Work to be completed —
Please return every line in the entries below with the word "ring" in it.

Available data —
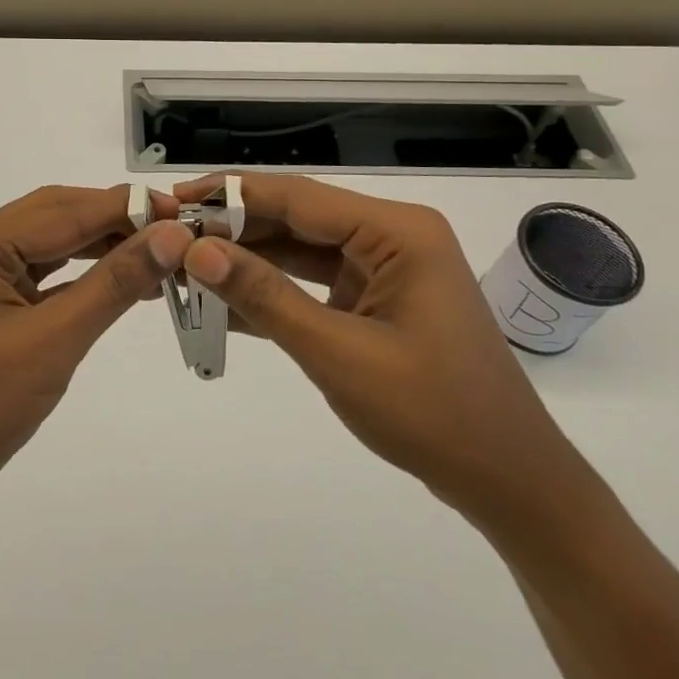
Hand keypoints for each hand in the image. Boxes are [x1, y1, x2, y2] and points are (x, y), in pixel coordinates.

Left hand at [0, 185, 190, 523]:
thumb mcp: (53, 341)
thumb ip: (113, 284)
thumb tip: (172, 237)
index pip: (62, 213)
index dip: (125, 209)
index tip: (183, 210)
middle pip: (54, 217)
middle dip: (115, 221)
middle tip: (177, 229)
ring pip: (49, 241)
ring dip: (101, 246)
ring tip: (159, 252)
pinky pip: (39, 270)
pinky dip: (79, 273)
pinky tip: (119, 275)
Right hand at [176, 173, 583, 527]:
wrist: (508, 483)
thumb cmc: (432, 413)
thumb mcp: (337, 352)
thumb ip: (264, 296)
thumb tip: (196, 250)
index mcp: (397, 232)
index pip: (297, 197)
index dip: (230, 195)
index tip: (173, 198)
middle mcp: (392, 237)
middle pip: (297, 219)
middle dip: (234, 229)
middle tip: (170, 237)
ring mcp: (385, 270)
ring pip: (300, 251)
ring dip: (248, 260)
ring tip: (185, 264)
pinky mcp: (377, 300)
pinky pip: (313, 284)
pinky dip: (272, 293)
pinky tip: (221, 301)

* * *

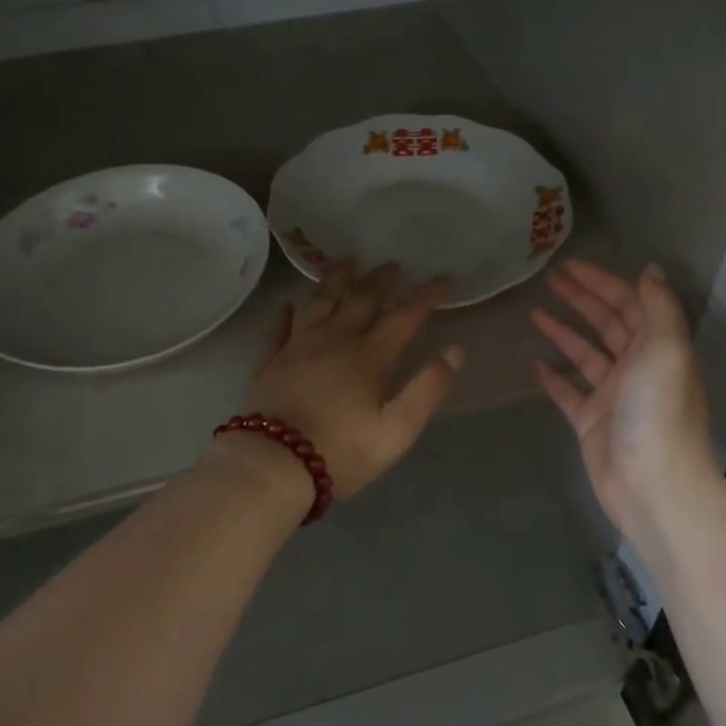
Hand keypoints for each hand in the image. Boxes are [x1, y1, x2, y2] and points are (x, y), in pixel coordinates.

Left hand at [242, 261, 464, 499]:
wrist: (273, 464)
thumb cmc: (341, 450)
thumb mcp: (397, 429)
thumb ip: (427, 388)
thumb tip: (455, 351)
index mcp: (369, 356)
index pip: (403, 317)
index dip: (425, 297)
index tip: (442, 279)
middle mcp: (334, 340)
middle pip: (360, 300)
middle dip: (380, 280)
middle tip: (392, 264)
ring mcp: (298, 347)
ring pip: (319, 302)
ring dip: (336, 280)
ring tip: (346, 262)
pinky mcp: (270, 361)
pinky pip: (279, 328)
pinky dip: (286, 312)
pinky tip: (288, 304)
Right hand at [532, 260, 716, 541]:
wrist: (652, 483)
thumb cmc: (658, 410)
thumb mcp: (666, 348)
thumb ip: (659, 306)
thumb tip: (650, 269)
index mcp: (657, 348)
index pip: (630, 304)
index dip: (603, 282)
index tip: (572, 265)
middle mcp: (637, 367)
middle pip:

Task response —
ring pip: (49, 241)
ring dip: (101, 246)
ring tip: (159, 252)
ring mcp: (385, 270)
ring pip: (300, 251)
ring dip: (248, 260)
ring tip: (185, 264)
ring mcp: (298, 347)
ring pip: (319, 302)
ring dip: (336, 280)
ring tip: (346, 262)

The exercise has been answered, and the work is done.